TASK INPUT:
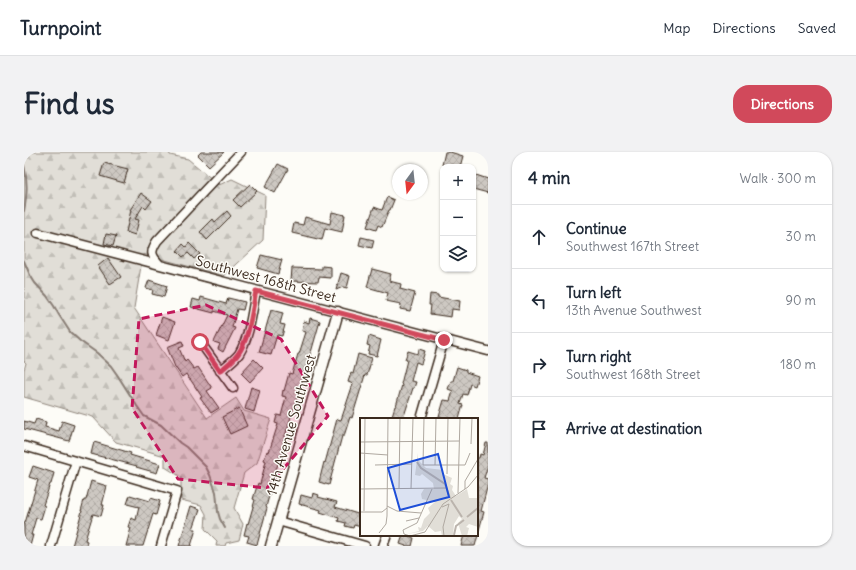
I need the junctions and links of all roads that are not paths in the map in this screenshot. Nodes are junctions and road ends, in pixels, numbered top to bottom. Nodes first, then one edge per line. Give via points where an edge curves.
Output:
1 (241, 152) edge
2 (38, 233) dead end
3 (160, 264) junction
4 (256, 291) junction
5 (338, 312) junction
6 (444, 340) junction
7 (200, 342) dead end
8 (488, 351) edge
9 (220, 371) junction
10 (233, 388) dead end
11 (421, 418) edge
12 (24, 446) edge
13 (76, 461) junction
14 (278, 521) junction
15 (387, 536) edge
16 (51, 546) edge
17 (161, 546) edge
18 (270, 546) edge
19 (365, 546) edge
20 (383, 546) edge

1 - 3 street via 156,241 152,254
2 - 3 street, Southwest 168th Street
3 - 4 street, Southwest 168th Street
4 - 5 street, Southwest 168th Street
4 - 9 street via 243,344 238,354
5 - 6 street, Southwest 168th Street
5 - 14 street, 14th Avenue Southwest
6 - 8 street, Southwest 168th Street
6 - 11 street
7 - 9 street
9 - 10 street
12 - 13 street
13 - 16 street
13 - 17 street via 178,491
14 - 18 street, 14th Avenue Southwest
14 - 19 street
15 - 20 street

WHAT YOU NEED TO DO: With the pictures left out, transcribe the material exactly.

YOUR SOLUTION:
I need the junctions and links of all roads that are not paths in the map in this screenshot. Nodes are junctions and road ends, in pixels, numbered top to bottom. Nodes first, then one edge per line. Give via points where an edge curves.
Output:
1 (241, 152) edge
2 (38, 233) dead end
3 (160, 264) junction
4 (256, 291) junction
5 (338, 312) junction
6 (444, 340) junction
7 (200, 342) dead end
8 (488, 351) edge
9 (220, 371) junction
10 (233, 388) dead end
11 (421, 418) edge
12 (24, 446) edge
13 (76, 461) junction
14 (278, 521) junction
15 (387, 536) edge
16 (51, 546) edge
17 (161, 546) edge
18 (270, 546) edge
19 (365, 546) edge
20 (383, 546) edge

1 - 3 street via 156,241 152,254
2 - 3 street, Southwest 168th Street
3 - 4 street, Southwest 168th Street
4 - 5 street, Southwest 168th Street
4 - 9 street via 243,344 238,354
5 - 6 street, Southwest 168th Street
5 - 14 street, 14th Avenue Southwest
6 - 8 street, Southwest 168th Street
6 - 11 street
7 - 9 street
9 - 10 street
12 - 13 street
13 - 16 street
13 - 17 street via 178,491
14 - 18 street, 14th Avenue Southwest
14 - 19 street
15 - 20 street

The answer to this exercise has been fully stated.